O programa inclui ainda Steep Steps, de Elliott Carter, interpretada por Thiago Tavares (clarone), e Alma Redemptoris Mater, de Peter Maxwell Davies, com Helder Teixeira (flauta), Juliana Bravim (oboé), Márcio Costa e Gabriel Peter (clarinetas), Gilieder Veríssimo (trompa) e Paulo Andrade (fagote). As Rheinische Kirmertänze, de Bernd Alois Zimmermann, e a suíte da ópera The Good Soldier Schweik, de Robert Kurka, encerram a noite com o conjunto de sopros e percussão da Orquestra Sinfônica da UFRJ, sob regência de Marcelo Jardim.
15 de agosto (sexta-feira)
O concerto de encerramento reúne nomes históricos da música eletroacústica internacional em comemoração aos 30 anos do Laboratório de Música e Tecnologia (LaMuT), que reafirma sua vocação para a pesquisa e a experimentação sonora.
A primeira obra, Piano Memory (1982), de Vânia Dantas Leite, explora a improvisação. A parte eletrônica da obra foi composta com base em desenhos-partitura do artista plástico Paulo Garcez. A partir da gravação desta improvisação, a compositora propõe uma obra mista onde um pianista deve improvisar junto aos sons pré-gravados seguindo a mesma partitura-desenho. A interpretação é de Maria José Di Cavalcanti (piano) e Rodrigo Cicchelli Velloso (difusão)
Na sequência, um dos pioneiros da música eletroacústica no Brasil, Reginaldo Carvalho dialoga com a poesia concreta em sua obra Caleidoscópio IV (1968), uma trilha sonora para um curta-metragem em três movimentos. Semáforos, foi pensado para a abertura do filme, onde a música sincronizava com diversos sinais luminosos em uma estrada de ferro.

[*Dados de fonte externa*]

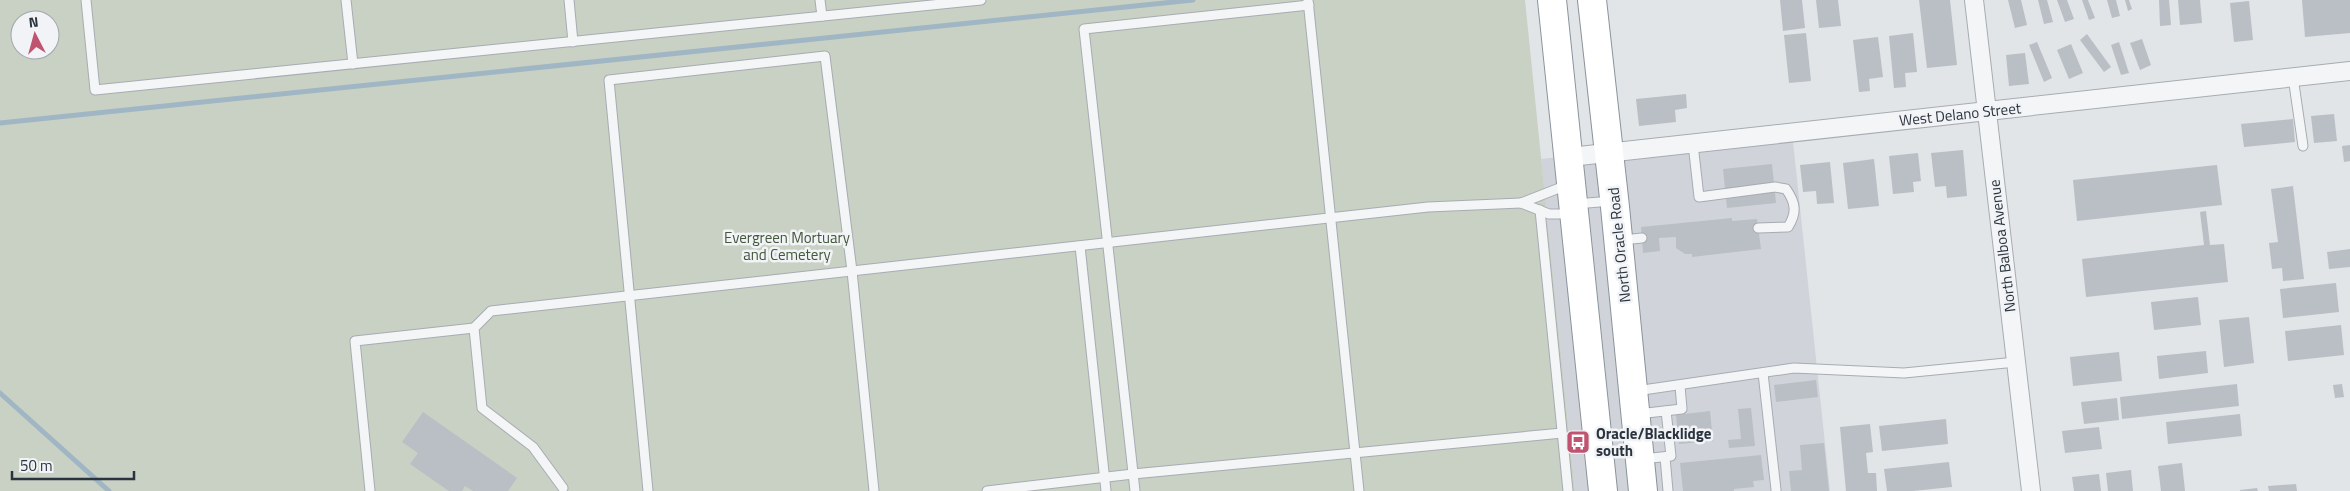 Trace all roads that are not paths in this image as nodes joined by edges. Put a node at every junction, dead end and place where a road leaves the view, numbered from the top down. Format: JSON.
{"nodes":[{"id":1,"x":86,"y":0,"type":"edge"},
{"id":2,"x":346,"y":0,"type":"edge"},
{"id":3,"x":569,"y":0,"type":"edge"},
{"id":4,"x":820,"y":0,"type":"edge"},
{"id":5,"x":981,"y":0,"type":"edge"},
{"id":6,"x":1552,"y":0,"type":"edge"},
{"id":7,"x":1592,"y":0,"type":"edge"},
{"id":8,"x":1974,"y":0,"type":"edge"},
{"id":9,"x":1309,"y":2,"type":"edge"},
{"id":10,"x":822,"y":16,"type":"junction"},
{"id":11,"x":572,"y":42,"type":"junction"},
{"id":12,"x":353,"y":64,"type":"junction"},
{"id":13,"x":2350,"y":71,"type":"edge"},
{"id":14,"x":2293,"y":77,"type":"junction"},
{"id":15,"x":1986,"y":111,"type":"junction"},
{"id":16,"x":1693,"y":144,"type":"junction"},
{"id":17,"x":2303,"y":146,"type":"dead end"},
{"id":18,"x":1610,"y":153,"type":"junction"},
{"id":19,"x":1573,"y":190,"type":"junction"},
{"id":20,"x":1614,"y":200,"type":"junction"},
{"id":21,"x":1521,"y":203,"type":"junction"},
{"id":22,"x":1540,"y":210,"type":"junction"},
{"id":23,"x":1330,"y":218,"type":"junction"},
{"id":24,"x":1758,"y":228,"type":"dead end"},
{"id":25,"x":1109,"y":242,"type":"junction"},
{"id":26,"x":1080,"y":246,"type":"junction"},
{"id":27,"x":852,"y":271,"type":"junction"},
{"id":28,"x":628,"y":296,"type":"junction"},
{"id":29,"x":474,"y":328,"type":"junction"},
{"id":30,"x":2016,"y":362,"type":"junction"},
{"id":31,"x":1763,"y":373,"type":"junction"},
{"id":32,"x":1680,"y":386,"type":"junction"},
{"id":33,"x":1634,"y":403,"type":"junction"},
{"id":34,"x":1666,"y":411,"type":"junction"},
{"id":35,"x":1562,"y":433,"type":"junction"},
{"id":36,"x":1355,"y":453,"type":"junction"},
{"id":37,"x":1652,"y":458,"type":"junction"},
{"id":38,"x":1133,"y":474,"type":"junction"},
{"id":39,"x":1104,"y":477,"type":"junction"},
{"id":40,"x":563,"y":488,"type":"dead end"},
{"id":41,"x":1776,"y":490,"type":"dead end"},
{"id":42,"x":370,"y":491,"type":"edge"},
{"id":43,"x":648,"y":491,"type":"edge"},
{"id":44,"x":874,"y":491,"type":"edge"},
{"id":45,"x":987,"y":491,"type":"edge"},
{"id":46,"x":1106,"y":491,"type":"edge"},
{"id":47,"x":1135,"y":491,"type":"edge"},
{"id":48,"x":1359,"y":491,"type":"edge"},
{"id":49,"x":1568,"y":491,"type":"edge"},
{"id":50,"x":1603,"y":491,"type":"edge"},
{"id":51,"x":1643,"y":491,"type":"edge"},
{"id":52,"x":1668,"y":491,"type":"edge"},
{"id":53,"x":2031,"y":491,"type":"edge"}],
"edges":[{"from":1,"to":12,"type":"lane"},
{"from":2,"to":12,"type":"lane"},
{"from":3,"to":11,"type":"lane"},
{"from":4,"to":10,"type":"lane"},
{"from":5,"to":10,"type":"lane"},
{"from":6,"to":19,"type":"highway"},
{"from":7,"to":18,"type":"highway","name":"North Oracle Road"},
{"from":8,"to":15,"type":"street","name":"North Balboa Avenue"},
{"from":9,"to":23,"type":"lane"},
{"from":9,"to":25,"type":"lane"},
{"from":10,"to":11,"type":"lane"},
{"from":11,"to":12,"type":"lane"},
{"from":13,"to":14,"type":"street","name":"West Delano Street"},
{"from":14,"to":15,"type":"street","name":"West Delano Street"},
{"from":14,"to":17,"type":"lane"},
{"from":15,"to":16,"type":"street","name":"West Delano Street"},
{"from":15,"to":30,"type":"street","name":"North Balboa Avenue"},
{"from":16,"to":18,"type":"street","name":"West Delano Street"},
{"from":16,"to":24,"type":"lane"},
{"from":18,"to":19,"type":"street","name":"West Delano Street"},
{"from":18,"to":20,"type":"highway","name":"North Oracle Road"},
{"from":19,"to":20,"type":"lane"},
{"from":19,"to":21,"type":"lane"},
{"from":19,"to":22,"type":"lane"},
{"from":19,"to":50,"type":"highway"},
{"from":20,"to":33,"type":"highway","name":"North Oracle Road"},
{"from":21,"to":22,"type":"lane"},
{"from":21,"to":23,"type":"lane"},
{"from":22,"to":35,"type":"lane"},
{"from":23,"to":25,"type":"lane"},
{"from":23,"to":36,"type":"lane"},
{"from":25,"to":26,"type":"lane"},
{"from":25,"to":38,"type":"lane"},
{"from":26,"to":27,"type":"lane"},
{"from":26,"to":39,"type":"lane"},
{"from":27,"to":28,"type":"lane"},
{"from":27,"to":28,"type":"lane"},
{"from":27,"to":44,"type":"lane"},
{"from":28,"to":29,"type":"lane"},
{"from":28,"to":43,"type":"lane"},
{"from":29,"to":40,"type":"lane"},
{"from":29,"to":42,"type":"lane"},
{"from":30,"to":31,"type":"lane"},
{"from":30,"to":53,"type":"street","name":"North Balboa Avenue"},
{"from":31,"to":32,"type":"lane"},
{"from":31,"to":41,"type":"lane"},
{"from":32,"to":33,"type":"lane"},
{"from":32,"to":34,"type":"lane"},
{"from":33,"to":34,"type":"lane"},
{"from":33,"to":37,"type":"highway","name":"North Oracle Road"},
{"from":34,"to":37,"type":"lane"},
{"from":35,"to":36,"type":"lane"},
{"from":35,"to":49,"type":"lane"},
{"from":36,"to":38,"type":"lane"},
{"from":36,"to":48,"type":"lane"},
{"from":37,"to":51,"type":"highway","name":"North Oracle Road"},
{"from":37,"to":52,"type":"lane"},
{"from":38,"to":39,"type":"lane"},
{"from":38,"to":47,"type":"lane"},
{"from":39,"to":45,"type":"lane"},
{"from":39,"to":46,"type":"lane"}]}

O segundo movimento, Cleta, usa um poema de Ivan Setta, onde a própria voz do poeta é editada de forma a explorar o ritmo das palavras bicicleta, cleta e concreta. Por último, Pontuações Luminosas tem um caráter pontilhístico inspirado no ritmo de confetes sobrevoando as ruas em época de carnaval. A difusão é de Cláudio Bezz.
Em Sirens (1958), a mezzo-soprano Cathy Berberian faz uma leitura interpretativa de um trecho do capítulo onze (Sereias) da obra Ulisses, de James Joyce. Esta mesma gravação foi utilizada como matéria-prima para Thema (Omaggio a Joyce) (1961), de Luciano Berio. O compositor joga com as implicações rítmicas e semânticas do material, colocando em primeiro plano as características musicais da língua falada. A difusão é de Orlando Scarpa Netto.
Artikulation (1958), de György Ligeti, busca criar uma linguagem artificial a partir de sons eletrônicos que recriam as articulações de perguntas e respostas, entonações graves e agudas, interrupções, mudanças de humor, explosões e sussurros.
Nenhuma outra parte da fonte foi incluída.